## WHAT THE TASK ASKS
From the line below that contains "Bounding boxes for" to the line that contains "List all labels, markers", repeat every line exactly, both ends included, and nothing else.

## SOURCE MATERIAL
---------------

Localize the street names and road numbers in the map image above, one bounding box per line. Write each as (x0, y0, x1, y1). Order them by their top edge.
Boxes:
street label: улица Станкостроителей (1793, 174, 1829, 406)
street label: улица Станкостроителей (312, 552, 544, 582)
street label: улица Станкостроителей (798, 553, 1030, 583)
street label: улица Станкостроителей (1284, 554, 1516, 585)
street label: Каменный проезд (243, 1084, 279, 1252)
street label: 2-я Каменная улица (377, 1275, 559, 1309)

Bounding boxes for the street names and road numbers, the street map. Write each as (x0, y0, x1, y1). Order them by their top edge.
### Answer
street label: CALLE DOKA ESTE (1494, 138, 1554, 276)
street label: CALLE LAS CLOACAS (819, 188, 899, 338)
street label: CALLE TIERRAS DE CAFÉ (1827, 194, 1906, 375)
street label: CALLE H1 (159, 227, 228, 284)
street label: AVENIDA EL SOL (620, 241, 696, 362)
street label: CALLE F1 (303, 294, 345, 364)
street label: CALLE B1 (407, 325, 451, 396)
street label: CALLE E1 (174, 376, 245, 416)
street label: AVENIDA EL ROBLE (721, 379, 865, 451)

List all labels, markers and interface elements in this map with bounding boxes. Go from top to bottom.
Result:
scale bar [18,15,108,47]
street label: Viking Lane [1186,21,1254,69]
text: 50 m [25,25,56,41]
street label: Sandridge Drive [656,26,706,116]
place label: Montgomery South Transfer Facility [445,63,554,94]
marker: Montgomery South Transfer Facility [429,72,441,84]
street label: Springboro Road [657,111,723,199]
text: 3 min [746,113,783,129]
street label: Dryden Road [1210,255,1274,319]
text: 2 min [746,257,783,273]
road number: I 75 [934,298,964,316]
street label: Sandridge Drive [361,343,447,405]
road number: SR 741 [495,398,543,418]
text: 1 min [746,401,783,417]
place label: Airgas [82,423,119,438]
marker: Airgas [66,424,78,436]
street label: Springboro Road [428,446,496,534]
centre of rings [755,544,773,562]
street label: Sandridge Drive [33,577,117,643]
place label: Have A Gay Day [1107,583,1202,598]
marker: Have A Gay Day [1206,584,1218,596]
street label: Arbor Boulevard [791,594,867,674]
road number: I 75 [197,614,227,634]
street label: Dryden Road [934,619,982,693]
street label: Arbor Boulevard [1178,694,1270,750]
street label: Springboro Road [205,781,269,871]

---------------

## TASK RESULT
Bounding boxes for the street names and road numbers, the street map. Write each as (x0, y0, x1, y1). Order them by their top edge.
### Answer
street label: CALLE DOKA ESTE (1494, 138, 1554, 276)
street label: CALLE LAS CLOACAS (819, 188, 899, 338)
street label: CALLE TIERRAS DE CAFÉ (1827, 194, 1906, 375)
street label: CALLE H1 (159, 227, 228, 284)
street label: AVENIDA EL SOL (620, 241, 696, 362)
street label: CALLE F1 (303, 294, 345, 364)
street label: CALLE B1 (407, 325, 451, 396)
street label: CALLE E1 (174, 376, 245, 416)
street label: AVENIDA EL ROBLE (721, 379, 865, 451)

List all labels, markers and interface elements in this map with bounding boxes. Go from top to bottom.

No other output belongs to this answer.